Truth be told
I’m off tomorrow for a quick jaunt back stateside.
I have a pile of goodies to pick up and many glasses of wine to share with friends and family, hopefully over plates of good food. Let me rephrase that: plates of different food.
I have been able to experience food here that defies immagiantion…at least for me: Rafa’s Mom cooked beef with papaya that to this day still makes me drool when I think about it, eating cheese empanadas on a volcano, with wine, watching the full moon rise through a thin veil of clouds, my first taste of guanabana ice cream.

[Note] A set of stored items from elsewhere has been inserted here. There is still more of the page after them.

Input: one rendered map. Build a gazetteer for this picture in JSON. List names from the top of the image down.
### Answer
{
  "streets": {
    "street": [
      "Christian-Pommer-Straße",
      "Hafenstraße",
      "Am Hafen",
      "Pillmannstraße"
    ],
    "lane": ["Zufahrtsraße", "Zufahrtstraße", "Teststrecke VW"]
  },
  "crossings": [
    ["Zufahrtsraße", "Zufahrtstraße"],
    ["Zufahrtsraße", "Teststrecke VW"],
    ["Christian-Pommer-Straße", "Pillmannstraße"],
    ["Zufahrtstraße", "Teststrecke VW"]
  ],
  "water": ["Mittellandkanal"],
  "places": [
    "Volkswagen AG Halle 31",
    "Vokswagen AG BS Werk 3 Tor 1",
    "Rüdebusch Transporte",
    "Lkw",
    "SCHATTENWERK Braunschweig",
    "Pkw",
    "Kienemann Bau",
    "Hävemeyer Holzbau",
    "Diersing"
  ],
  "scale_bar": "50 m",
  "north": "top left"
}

The kitchen here is still in the planning phase. We have gone as far as drawing the cabinets on the bare walls. I have a lot of experience bringing a house back from the brink. Granted, mine was four times as big and not as habitable. In fact, I had to bribe the housing inspector to let me live it while renovations were being done, but this place certainly presents its own challenges and I am going to miss the chaos. Seriously, whatever this country can throw at me is nothing in comparison to the viciousness I left behind. It’s a bitter-sweet return, but as a wise and dear friend told me, “Happiness is the best revenge.”

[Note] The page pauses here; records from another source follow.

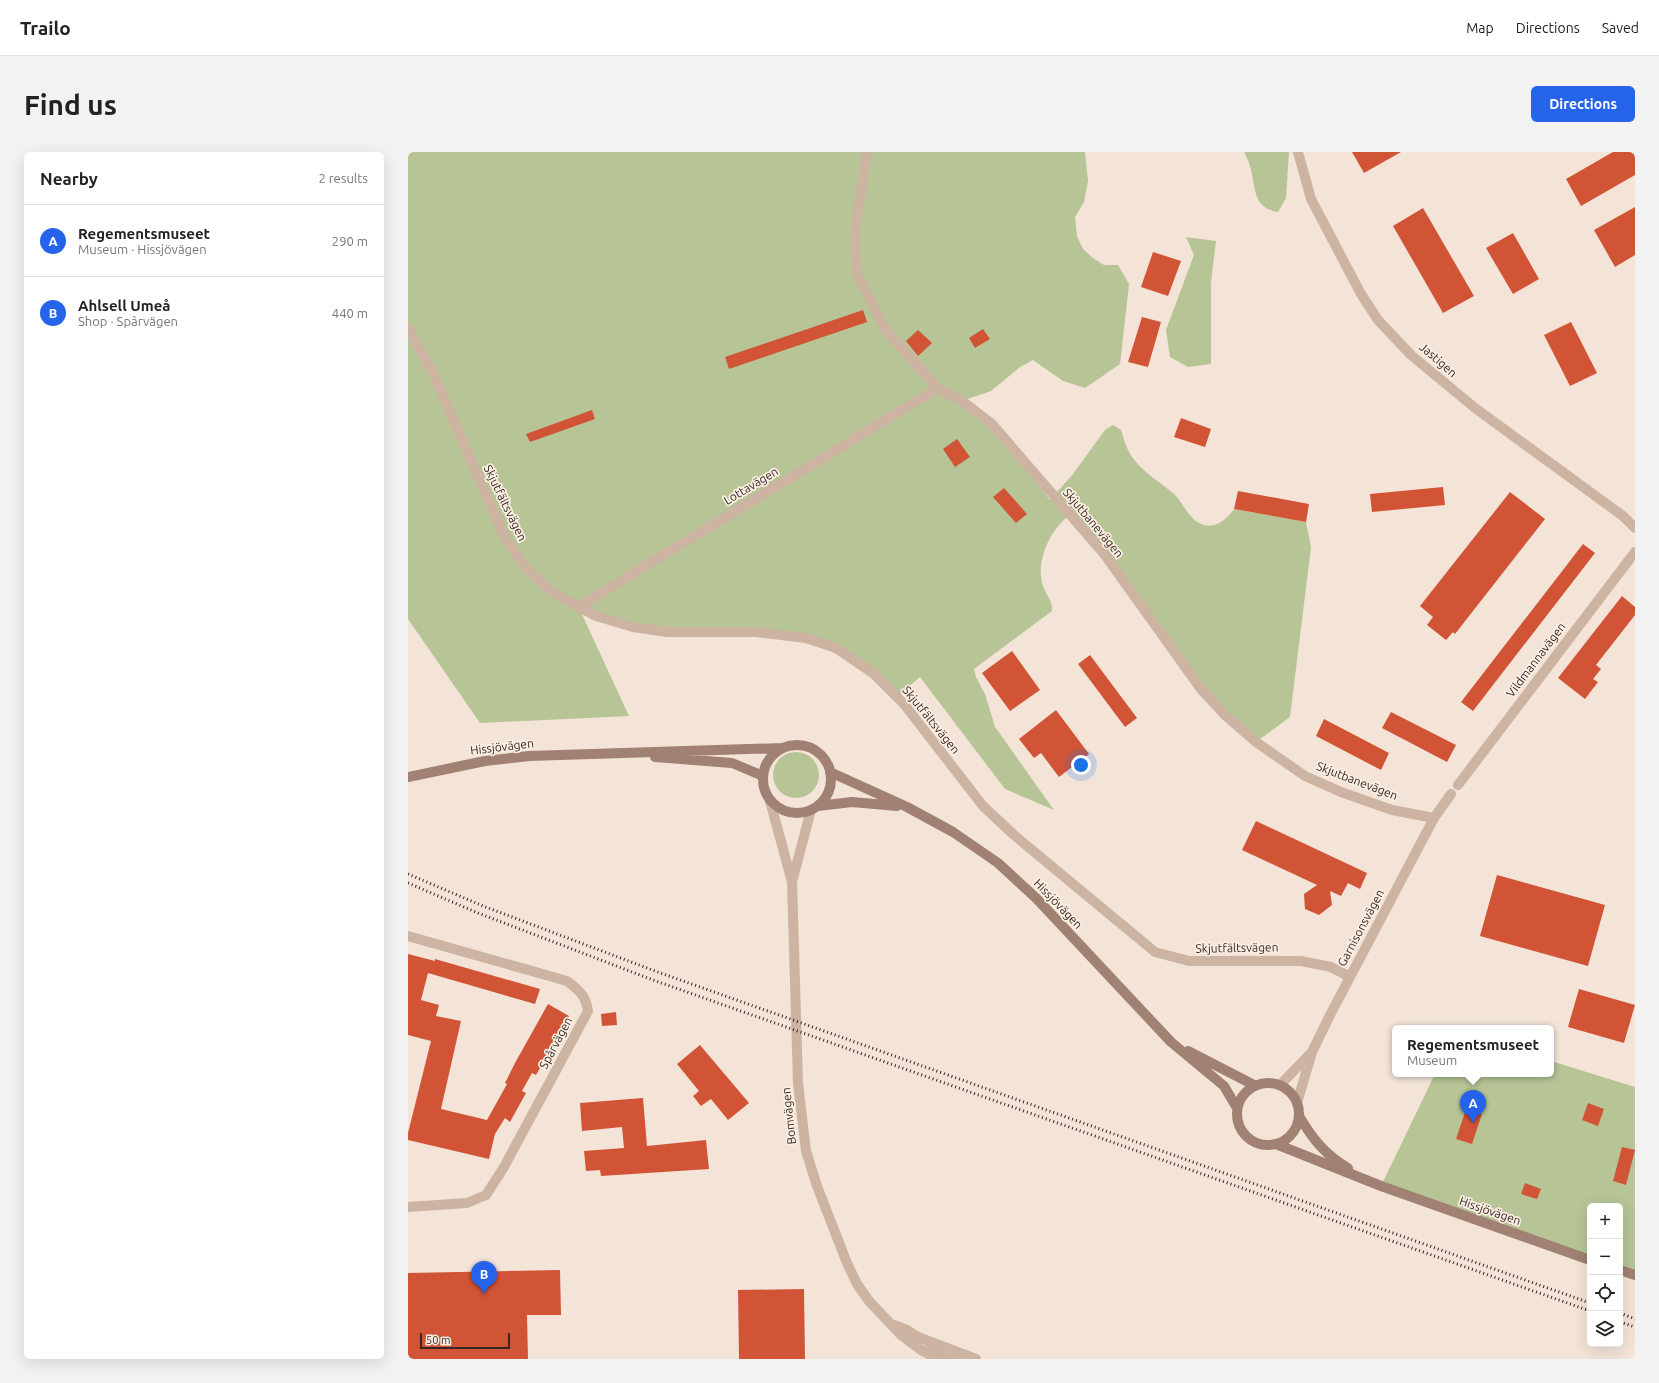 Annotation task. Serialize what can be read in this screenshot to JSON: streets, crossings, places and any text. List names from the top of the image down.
{
  "streets": {
    "main road": ["Hissjövägen"],
    "street": [
      "Jastigen",
      "Lottavägen",
      "Skjutfältsvägen",
      "Skjutbanevägen",
      "Vildmannavägen",
      "Garnisonsvägen",
      "Spårvägen",
      "Bomvägen"
    ]
  },
  "crossings": [
    ["Lottavägen", "Skjutfältsvägen"],
    ["Lottavägen", "Skjutbanevägen"],
    ["Skjutfältsvägen", "Garnisonsvägen"],
    ["Skjutbanevägen", "Garnisonsvägen"],
    ["Hissjövägen", "Garnisonsvägen"],
    ["Hissjövägen", "Bomvägen"]
  ],
  "scale_bar": "50 m",
  "page": {
    "header": "Trailo",
    "nav": ["Map", "Directions", "Saved"],
    "buttons": "Directions",
    "title": "Find us",
    "heading": ["Nearby", "2 results"],
    "list": [
      {
        "mark": "A",
        "name": "Regementsmuseet",
        "note": "Museum · Hissjövägen",
        "value": "290 m"
      },
      {
        "mark": "B",
        "name": "Ahlsell Umeå",
        "note": "Shop · Spårvägen",
        "value": "440 m"
      }
    ],
    "popup": ["Regementsmuseet", "Museum"],
    "pins": ["A", "B"],
    "map_buttons": ["+", "−"],
    "scale": "50 m"
  }
}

Last night, Rafa and I talked into the wee hours of the morning. It was a six month review of how far we have come, where we are going, how much we need to do. There is a clarity to my life now like I have never experienced. I had swallowed the “American Dream” hook, line and sinker and it nearly killed me. People move to Costa Rica because it’s “paradise”, or for the “pura vida” life style. Well, it’s not. No place is. It is just as much as an illusion as the American Dream. Personally, I was looking for something more significant and it was no place I could find on a map. To do that I had to let go of everything. People were shocked. Many still are, but I approach love and cooking with the same wild abandon. Paradise can be found. It’s in those tender moments between two people, curled around each other, whispering whole soul truths.

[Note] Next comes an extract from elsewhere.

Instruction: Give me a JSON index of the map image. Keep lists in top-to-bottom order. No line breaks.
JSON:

Rafa is staying behind to work mad hours and live off of granola and yogurt. He is perfectly self-sufficient, not to mention an amazing cook too, but while I am away, regardless of what I will leave in the fridge, he will function on the bare minimum. I cannot believe I am actually worried about not being able to make him lunch. Me! Ms.-Independant-femminist-cut-your-own-path-liberated-riot-grrrl!
Ha! Who am I kidding? I love being a kept woman.